◆ **What is needed**
Exact copies of all the lines below are required, with the pictures omitted.

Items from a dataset
☆ ☆ ☆
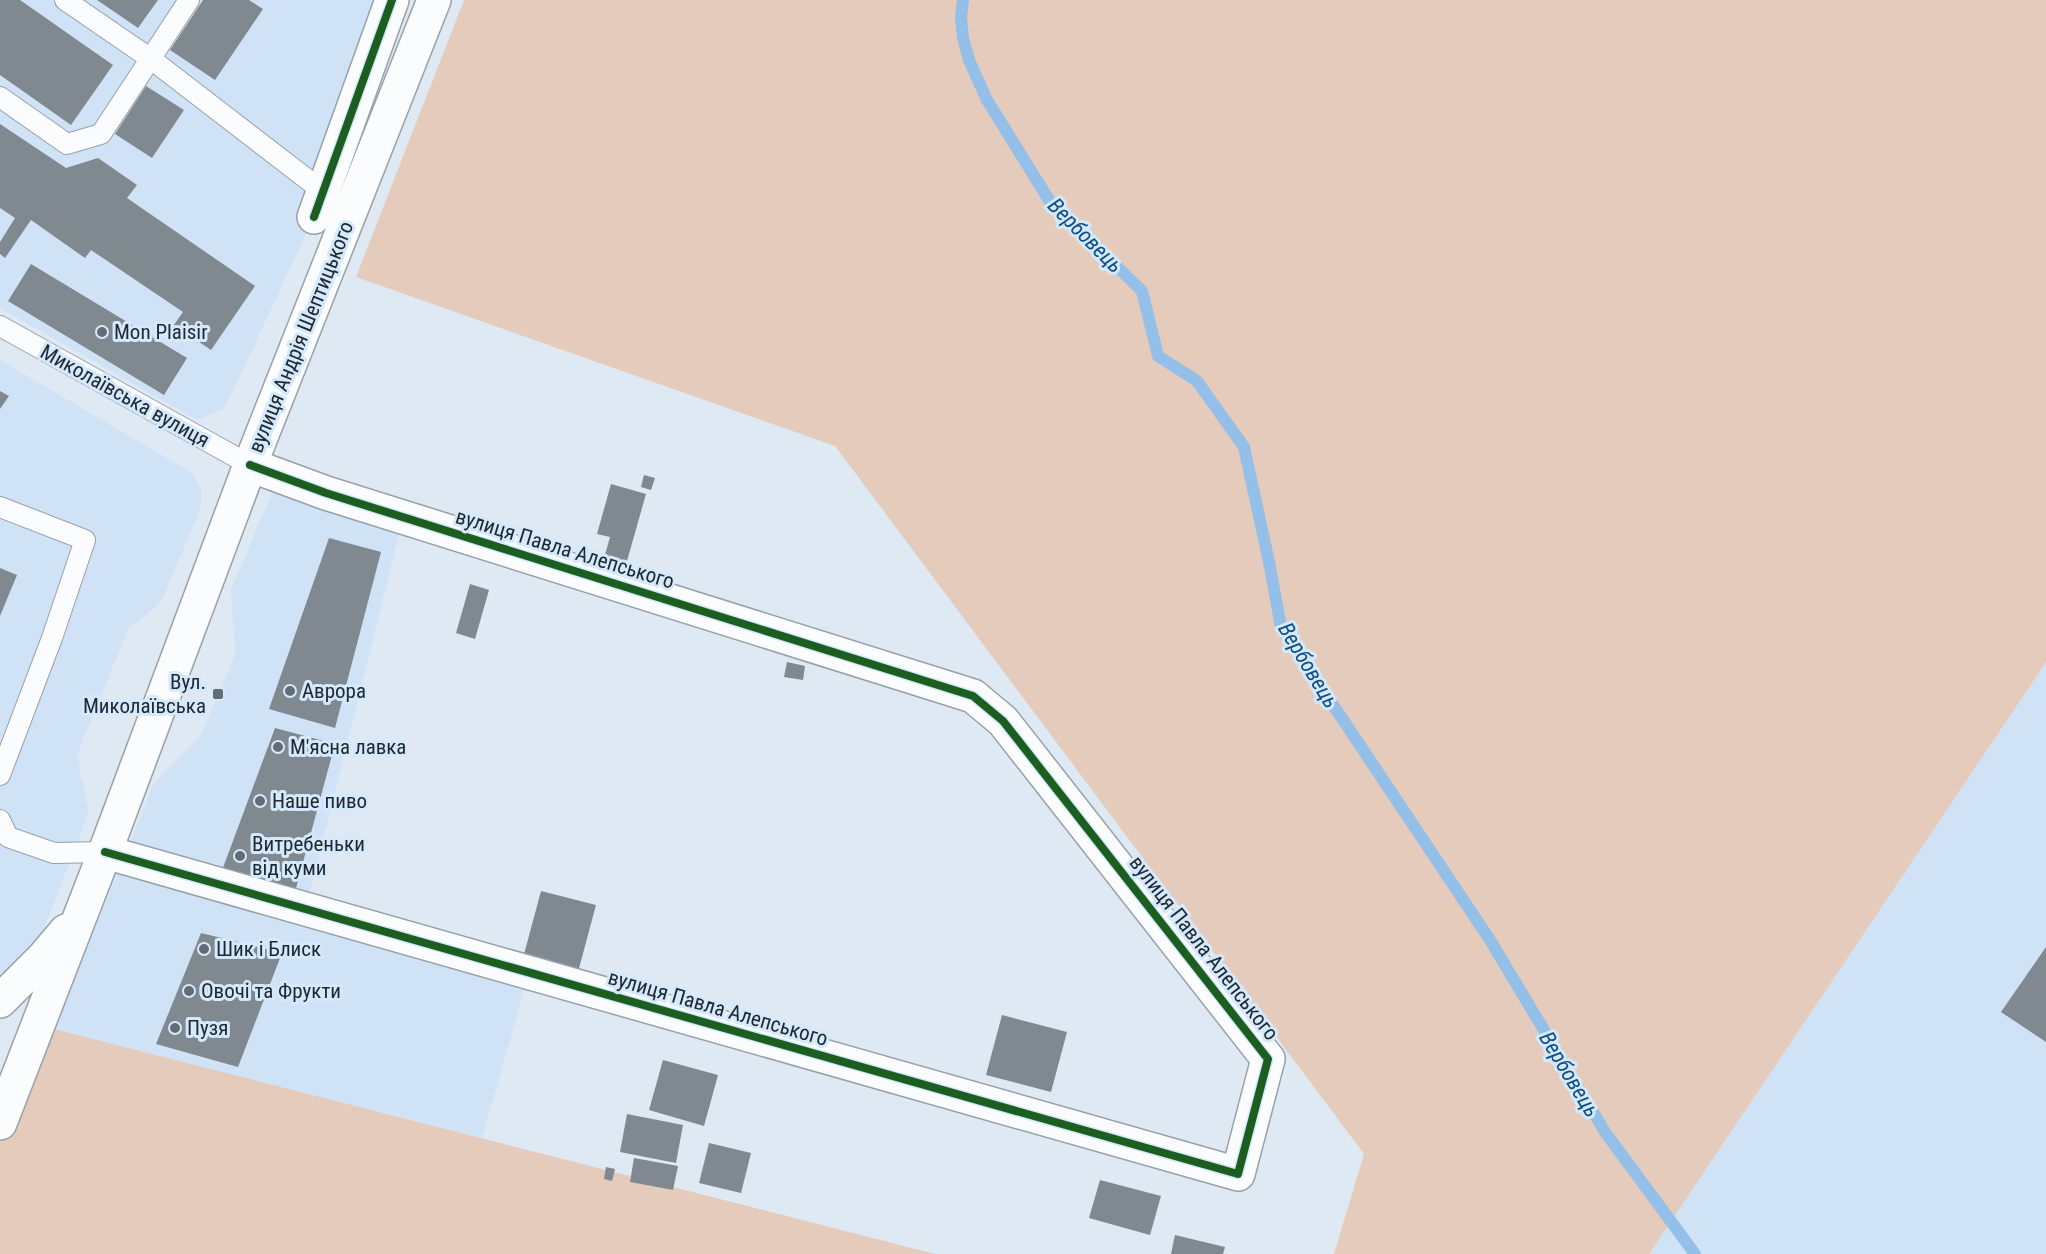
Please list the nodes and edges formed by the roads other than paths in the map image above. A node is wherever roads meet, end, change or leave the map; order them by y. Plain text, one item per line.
1 (65, 0) edge
2 (189, 0) edge
3 (392, 0) edge
4 (434, 0) edge
5 (152, 59) junction
6 (0, 97) edge
7 (350, 212) junction
8 (314, 217) dead end
9 (0, 326) edge
10 (250, 465) junction
11 (0, 507) edge
12 (0, 775) edge
13 (0, 820) edge
14 (105, 852) junction
15 (82, 911) junction
16 (0, 1001) edge
17 (0, 1123) edge

1 - 5 lane
2 - 5 lane
3 - 8 street
4 - 7 street, вулиця Андрія Шептицького
5 - 6 lane
5 - 7 lane
7 - 10 street, вулиця Андрія Шептицького
9 - 10 lane, Миколаївська вулиця
10 - 14 street, вулиця Андрія Шептицького
10 - 14 street, вулиця Павла Алепського
11 - 12 lane
13 - 14 lane
14 - 15 street, вулиця Андрія Шептицького
15 - 16 street, вулиця Андрія Шептицького
15 - 17 street, вулиця Андрія Шептицького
☆ ☆ ☆
◆ **Output of the task**
Please list the nodes and edges formed by the roads other than paths in the map image above. A node is wherever roads meet, end, change or leave the map; order them by y. Plain text, one item per line.
1 (65, 0) edge
2 (189, 0) edge
3 (392, 0) edge
4 (434, 0) edge
5 (152, 59) junction
6 (0, 97) edge
7 (350, 212) junction
8 (314, 217) dead end
9 (0, 326) edge
10 (250, 465) junction
11 (0, 507) edge
12 (0, 775) edge
13 (0, 820) edge
14 (105, 852) junction
15 (82, 911) junction
16 (0, 1001) edge
17 (0, 1123) edge

1 - 5 lane
2 - 5 lane
3 - 8 street
4 - 7 street, вулиця Андрія Шептицького
5 - 6 lane
5 - 7 lane
7 - 10 street, вулиця Андрія Шептицького
9 - 10 lane, Миколаївська вулиця
10 - 14 street, вулиця Андрія Шептицького
10 - 14 street, вулиця Павла Алепського
11 - 12 lane
13 - 14 lane
14 - 15 street, вулиця Андрія Шептицького
15 - 16 street, вулиця Андрія Шептицького
15 - 17 street, вулиця Андрія Шептицького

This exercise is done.